- _Task instructions_:
All of the data below should come back exactly as written, minus its images.

- _Entries shown_:
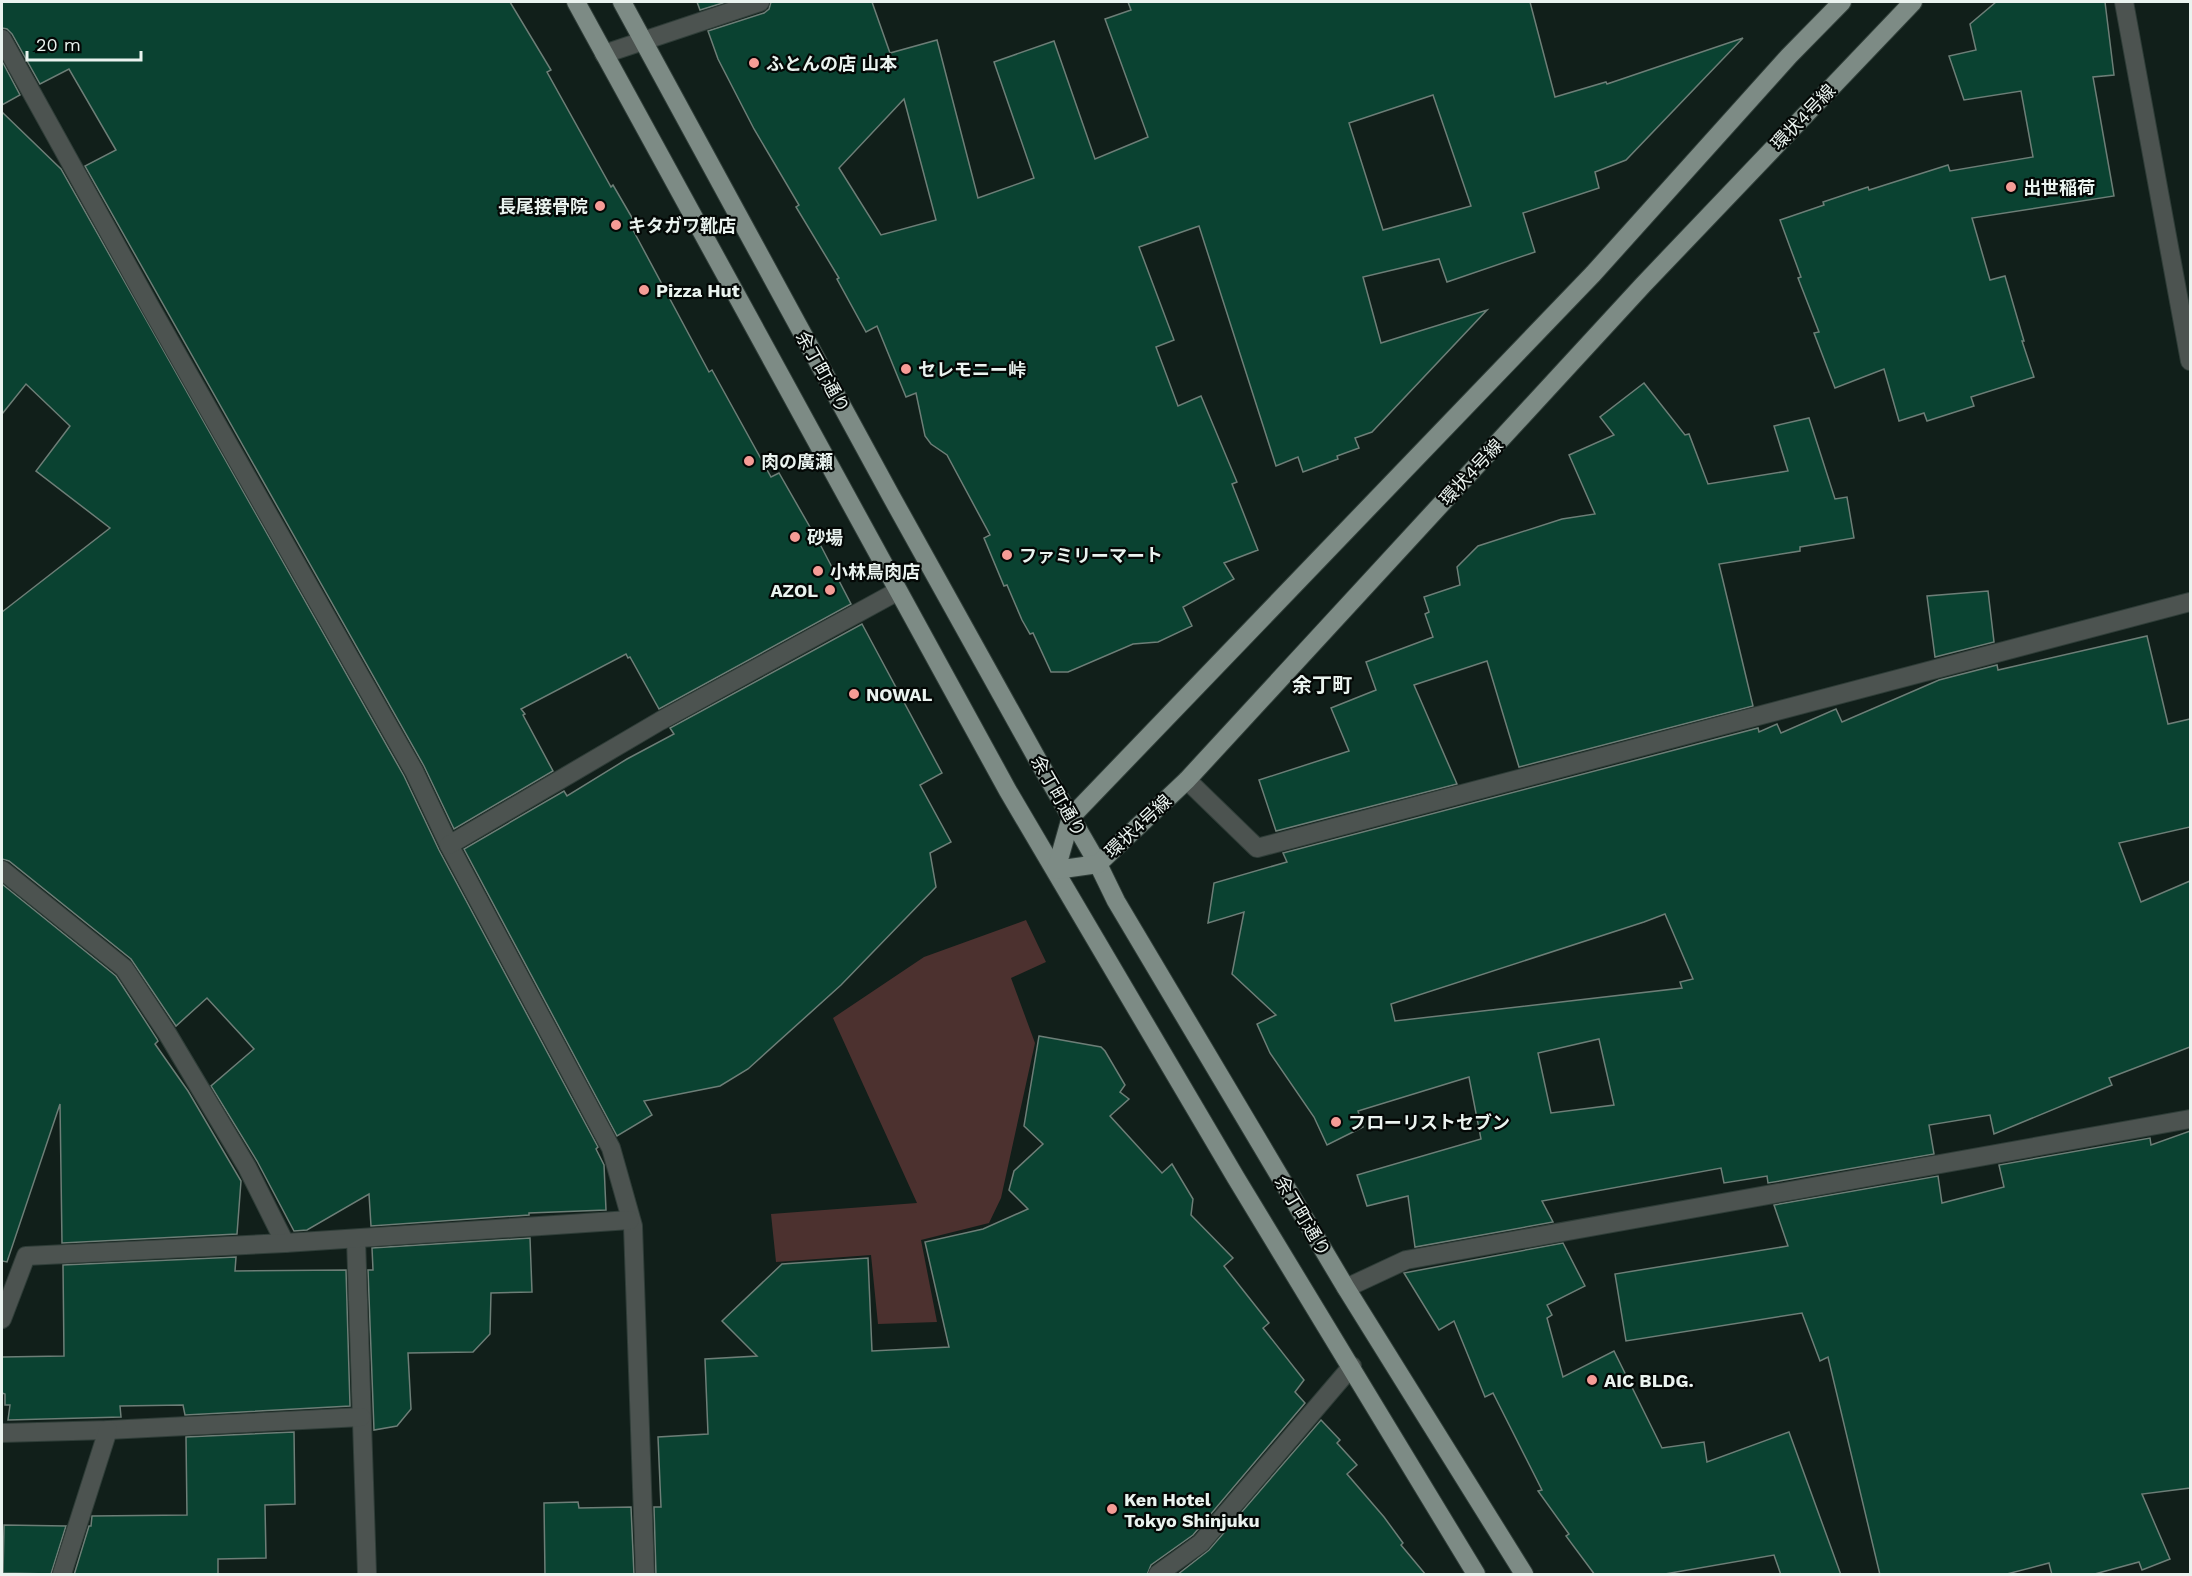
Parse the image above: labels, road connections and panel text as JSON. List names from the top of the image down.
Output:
{
  "streets": {
    "main road": ["環状4号線", "余丁町通り"]
  },
  "crossings": [
    ["環状4号線", "余丁町通り"]
  ],
  "districts": ["余丁町"],
  "places": [
    "ふとんの店 山本",
    "出世稲荷",
    "長尾接骨院",
    "キタガワ靴店",
    "Pizza Hut",
    "セレモニー峠",
    "肉の廣瀬",
    "砂場",
    "ファミリーマート",
    "小林鳥肉店",
    "AZOL",
    "NOWAL",
    "フローリストセブン",
    "AIC BLDG.",
    "Ken Hotel Tokyo Shinjuku"
  ],
  "scale_bar": "20 m"
}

- _Problem solution_:
Parse the image above: labels, road connections and panel text as JSON. List names from the top of the image down.
Output:
{
  "streets": {
    "main road": ["環状4号線", "余丁町通り"]
  },
  "crossings": [
    ["環状4号線", "余丁町通り"]
  ],
  "districts": ["余丁町"],
  "places": [
    "ふとんの店 山本",
    "出世稲荷",
    "長尾接骨院",
    "キタガワ靴店",
    "Pizza Hut",
    "セレモニー峠",
    "肉の廣瀬",
    "砂場",
    "ファミリーマート",
    "小林鳥肉店",
    "AZOL",
    "NOWAL",
    "フローリストセブン",
    "AIC BLDG.",
    "Ken Hotel Tokyo Shinjuku"
  ],
  "scale_bar": "20 m"
}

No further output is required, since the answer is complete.